If no value is available to consume from the input stream, the program blocks waiting for one. It does not fail or return early.
This function was previously read_input_slice. That name still
exists as a deprecated alias and forwards to read_slice; prefer
read_slice in new code.
Returns
| Type | Description |
|---|---|
&[u8] (guest) | Zero-copy borrow of the next input frame. |
Box<[u8]> (native) | Owned copy of the next input frame. |
Example
// Read a 32-byte digest written via stdin.write_slice on the host.

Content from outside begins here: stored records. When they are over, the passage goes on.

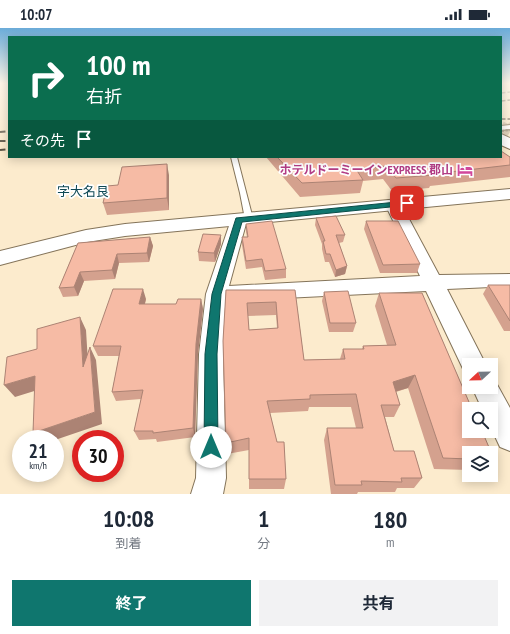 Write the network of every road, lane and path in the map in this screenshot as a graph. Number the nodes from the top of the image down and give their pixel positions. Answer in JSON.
{"nodes":[{"id":1,"x":502,"y":139,"type":"edge"},
{"id":2,"x":510,"y":145,"type":"edge"},
{"id":3,"x":234,"y":158,"type":"edge"},
{"id":4,"x":510,"y":194,"type":"edge"},
{"id":5,"x":393,"y":204,"type":"junction"},
{"id":6,"x":244,"y":220,"type":"junction"},
{"id":7,"x":0,"y":258,"type":"edge"},
{"id":8,"x":510,"y":281,"type":"edge"},
{"id":9,"x":433,"y":283,"type":"junction"},
{"id":10,"x":216,"y":294,"type":"junction"},
{"id":11,"x":470,"y":358,"type":"edge"},
{"id":12,"x":488,"y":394,"type":"edge"},
{"id":13,"x":510,"y":437,"type":"edge"},
{"id":14,"x":208,"y":494,"type":"edge"}],
"edges":[{"from":1,"to":2,"type":"street"},
{"from":3,"to":6,"type":"lane"},
{"from":4,"to":5,"type":"street"},
{"from":5,"to":6,"type":"street"},
{"from":5,"to":9,"type":"street"},
{"from":6,"to":7,"type":"street"},
{"from":6,"to":10,"type":"street"},
{"from":8,"to":9,"type":"street"},
{"from":9,"to":10,"type":"street"},
{"from":9,"to":11,"type":"street"},
{"from":10,"to":14,"type":"street"},
{"from":12,"to":13,"type":"street"}]}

let digest = io::read_slice();
assert_eq!(digest.len(), 32);
// Reinterpret raw bytes without copying.
let words: &[u64] = unsafe {
core::slice::from_raw_parts(
digest.as_ptr() as *const u64,
digest.len() / 8,
)
};
Committing outputs
commit(value: &T) -> ()
Serializes value with bincode and appends the result to the public output as 32-bit slots. Committed values are written into the proof and visible to the verifier. (The buffer is padded with zeros to the next 4-byte boundary if its length is not a multiple of 4).
pub fn commit<T: Serialize>(value: &T)
Parameters
| Name | Type | Description |
|---|---|---|
value | &T | Reference to the value to commit. T must implement serde::Serialize. |
Returns
Nothing. The serialized bytes are packed into the next available 32-bit slots of public values.
Example
let result: u64 = compute(&input);
io::commit(&result);
let summary = MySummary { ok: true, count: 42 };
io::commit(&summary);
The verifier reads public values in the same order they were committed. Two callers reading the same proof must agree on both the order and the type of each commit.

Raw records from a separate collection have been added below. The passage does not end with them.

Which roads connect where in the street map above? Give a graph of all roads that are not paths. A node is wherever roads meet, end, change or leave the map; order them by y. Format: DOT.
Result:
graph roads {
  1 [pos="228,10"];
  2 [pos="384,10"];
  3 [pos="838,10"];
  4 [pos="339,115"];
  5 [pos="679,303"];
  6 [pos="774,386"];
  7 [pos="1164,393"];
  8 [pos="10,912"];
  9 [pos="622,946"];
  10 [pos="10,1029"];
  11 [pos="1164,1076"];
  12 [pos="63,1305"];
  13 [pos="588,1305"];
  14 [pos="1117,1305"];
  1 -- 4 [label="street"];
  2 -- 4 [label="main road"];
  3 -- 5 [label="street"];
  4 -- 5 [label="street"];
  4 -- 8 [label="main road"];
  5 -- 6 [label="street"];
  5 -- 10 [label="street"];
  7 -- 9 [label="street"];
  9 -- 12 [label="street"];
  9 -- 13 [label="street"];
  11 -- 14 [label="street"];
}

commit_slice(value: &[u8]) -> ()
The raw-bytes counterpart to commit. Writes buf to the public
output stream as a sequence of 32-bit little-endian words (the buffer
is padded with zeros to the next 4-byte boundary if its length is not
a multiple of 4).
pub fn commit_slice(buf: &[u8])
Parameters
| Name | Type | Description |
|---|---|---|
buf | &[u8] | Raw byte slice to write to the public output stream. |
Returns
Nothing. Each consecutive 4-byte chunk of buf is written as a
little-endian u32; the final chunk is zero-padded if buf.len() is
not a multiple of 4.
Example
// Commit a digest without padding
let digest: [u8; 32] = Sha256::digest(&input).into();
io::commit_slice(&digest);
// Commit a array of bytes with padding
let encoded: [u8; 30] = [0u8; 30];
io::commit_slice(&encoded);
The verifier reads public values in the same order they were committed. Two callers reading the same proof must agree on both the order and the type of each commit.
Cursor controls
Both directions are sequential: reads advance an input cursor and commits advance an output cursor. These helpers rewind those cursors — useful in tests or when re-reading the input from the start.
read_input_reset() -> ()
Reset the input cursor to the beginning so the next read / read_slice
starts again from the first value.
pub fn read_input_reset()
write_output_reset() -> ()
Reset the output cursor to slot 0, discarding any previously committed public values.